Machine-readable expression of unstructured geological information and intelligent prediction of mineralization associated anomaly areas in Pangxidong District, Guangdong, China

WANG Kunyi¹^,²^,³(), ZHOU Yongzhang¹^,²^,³^,^*()

1. School of Earth Sciences and Engineering, Sun Yat-sen University, Zhuhai 519082, China
2. Center for Earth Environment & Resources, Sun Yat-sen University, Guangzhou 510275, China
3. Guangdong Provincial Key Lab of Geological Processes and Mineral Resources, Guangzhou 510275, China

Received:2024-02-21 Revised:2024-03-04 Online:2024-07-25 Published:2024-07-10

摘要/Abstract

摘要：

大数据挖掘与机器学习算法应用已成为成矿预测研究的重要趋势,但如何使非结构化地质数据进行机器可读表达成为需要克服的难点。本研究针对粤西庞西垌矿集区开展地层、岩性、断裂等非结构化地质信息面向机器可读的转换处理,并进而应用机器学习算法对水系沉积物地球化学测试数据和构造、地层等综合地质信息进行挖掘,提取致矿异常特征,最终实现智能圈定致矿异常找矿靶区。独热编码算法与空间加权主成分分析中的权重变量方法组合应用,实现了地层、岩性和断裂构造等非结构化地质信息的结构化转化,并最大限度地保留其所包含的地质信息。单分类支持向量机和自编码网络异常检测算法的应用,解决了研究区已知矿点与非矿点数据不平衡问题。对多源地质数据的集成和综合生成的预测结果与研究区铅锌矿床的空间分布和实际的地质构造情况相对一致,表明上述算法能够有效识别找矿潜力区并寻找潜在的矿床。与传统的勘查地球化学方法相比,本研究中的分析方法能够处理和集成多源的地质致矿信息,可应用于尚未发现矿床的找矿潜力区,提高发现矿床的可能性和找矿工作的效率。

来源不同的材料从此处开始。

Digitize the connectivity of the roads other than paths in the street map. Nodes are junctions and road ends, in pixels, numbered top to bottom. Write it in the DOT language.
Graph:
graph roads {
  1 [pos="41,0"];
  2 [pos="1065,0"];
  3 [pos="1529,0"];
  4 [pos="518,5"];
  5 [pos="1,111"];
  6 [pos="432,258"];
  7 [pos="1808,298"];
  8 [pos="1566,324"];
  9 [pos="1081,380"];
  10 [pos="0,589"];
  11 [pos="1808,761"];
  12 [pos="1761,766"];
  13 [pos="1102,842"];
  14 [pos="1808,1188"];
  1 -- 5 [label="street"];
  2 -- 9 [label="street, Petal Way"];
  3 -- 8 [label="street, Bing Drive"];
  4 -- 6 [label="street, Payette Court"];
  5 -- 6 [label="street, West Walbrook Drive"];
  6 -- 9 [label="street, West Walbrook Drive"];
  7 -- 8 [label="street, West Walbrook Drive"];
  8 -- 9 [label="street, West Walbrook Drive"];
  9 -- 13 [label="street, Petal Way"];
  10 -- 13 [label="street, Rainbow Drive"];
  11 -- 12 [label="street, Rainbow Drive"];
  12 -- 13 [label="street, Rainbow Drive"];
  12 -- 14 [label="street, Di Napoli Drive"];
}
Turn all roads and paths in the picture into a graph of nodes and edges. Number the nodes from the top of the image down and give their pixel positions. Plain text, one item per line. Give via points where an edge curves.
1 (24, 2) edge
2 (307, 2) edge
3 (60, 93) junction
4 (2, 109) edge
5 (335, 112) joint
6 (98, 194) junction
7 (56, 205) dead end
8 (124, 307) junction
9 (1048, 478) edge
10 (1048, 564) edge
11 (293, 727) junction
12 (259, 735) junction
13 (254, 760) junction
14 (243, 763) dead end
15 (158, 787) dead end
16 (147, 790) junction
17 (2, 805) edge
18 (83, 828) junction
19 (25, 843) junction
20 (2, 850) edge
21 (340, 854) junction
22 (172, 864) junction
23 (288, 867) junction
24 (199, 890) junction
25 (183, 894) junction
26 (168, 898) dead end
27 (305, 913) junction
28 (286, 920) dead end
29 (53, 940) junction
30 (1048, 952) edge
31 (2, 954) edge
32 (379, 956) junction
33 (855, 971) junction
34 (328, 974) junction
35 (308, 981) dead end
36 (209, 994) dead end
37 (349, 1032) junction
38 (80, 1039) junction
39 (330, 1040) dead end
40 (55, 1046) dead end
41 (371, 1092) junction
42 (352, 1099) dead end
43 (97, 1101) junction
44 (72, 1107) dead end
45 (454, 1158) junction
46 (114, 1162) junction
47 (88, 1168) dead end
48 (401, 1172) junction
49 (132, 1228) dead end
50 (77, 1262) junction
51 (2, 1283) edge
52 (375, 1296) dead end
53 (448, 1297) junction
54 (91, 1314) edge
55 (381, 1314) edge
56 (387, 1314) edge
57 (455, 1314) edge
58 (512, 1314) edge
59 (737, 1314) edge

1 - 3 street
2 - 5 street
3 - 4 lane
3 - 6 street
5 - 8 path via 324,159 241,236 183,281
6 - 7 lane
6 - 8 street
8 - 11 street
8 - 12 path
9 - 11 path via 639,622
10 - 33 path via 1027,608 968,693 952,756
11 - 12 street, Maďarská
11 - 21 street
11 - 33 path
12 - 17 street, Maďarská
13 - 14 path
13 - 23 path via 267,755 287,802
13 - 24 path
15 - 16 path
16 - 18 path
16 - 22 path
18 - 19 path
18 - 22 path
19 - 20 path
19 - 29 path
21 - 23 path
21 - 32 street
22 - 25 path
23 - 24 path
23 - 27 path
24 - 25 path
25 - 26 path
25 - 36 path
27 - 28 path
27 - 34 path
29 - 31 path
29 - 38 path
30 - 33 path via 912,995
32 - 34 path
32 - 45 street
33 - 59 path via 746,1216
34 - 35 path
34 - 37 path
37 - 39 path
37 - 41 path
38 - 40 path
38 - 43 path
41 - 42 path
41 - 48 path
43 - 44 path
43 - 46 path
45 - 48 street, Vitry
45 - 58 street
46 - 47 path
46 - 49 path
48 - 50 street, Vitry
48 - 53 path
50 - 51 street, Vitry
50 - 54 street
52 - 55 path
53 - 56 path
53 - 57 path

关键词: 大数据挖掘, 机器可读表达, 独热编码算法, 单分类支持向量机, 自编码网络, 庞西垌矿区, 钦杭成矿带

Abstract:

The application of big data mining and machine learning algorithms in mineralization prediction has become an important research trend, but unstructured geological data cannot be directly mined—first they need to be converted to machine-readable expressions. In this study of the Pangxidong ore district in western Guangdong Province, the unstructured geological information such as stratigraphy, lithology, faults are converted into machine-readable format, and two machine learning algorithms, namely, One-Class Support Vector Machine and Auto-Encoder Network, are applied to mine the geochemical test data of stream sediments as well as the comprehensive geological information on faults, stratigraphy, etc. to extract the features of mineralization anomalies and ultimately achieve intelligent delineation of the anomaly areas. Through combined application of One-Hot Encoder and the weighted variable method for spatially weighted principal component analysis, the structural transformation of the unstructured geological information is realized, and geological information is maximally preserved for data mining. It is demonstrated that the application of One-Class Support Vector Machine and Auto-Encoder Network can effectively solve the problem of data imbalance, as the numbers of ore and non-ore spots in the study area are seriously unbalanced. The prediction results generated using the integrated, synthesized multi-source geological data are relatively consistent with the observed spatial distribution of Pb-Zn deposits and the actual geological structure in the study area, indicating the two algorithms can effectively identify potential prospecting targets and ore deposits. Compared with traditional geochemical prospecting methods, the intelligent prediction method can process and integrate multi-source geological information about the ore-forming processes and identify mineralization anomaly areas. This method is applicable in prospecting areas without prior ore discovery, thereby improving the efficiency of ore prospecting and increasing the possibility of finding ore deposits.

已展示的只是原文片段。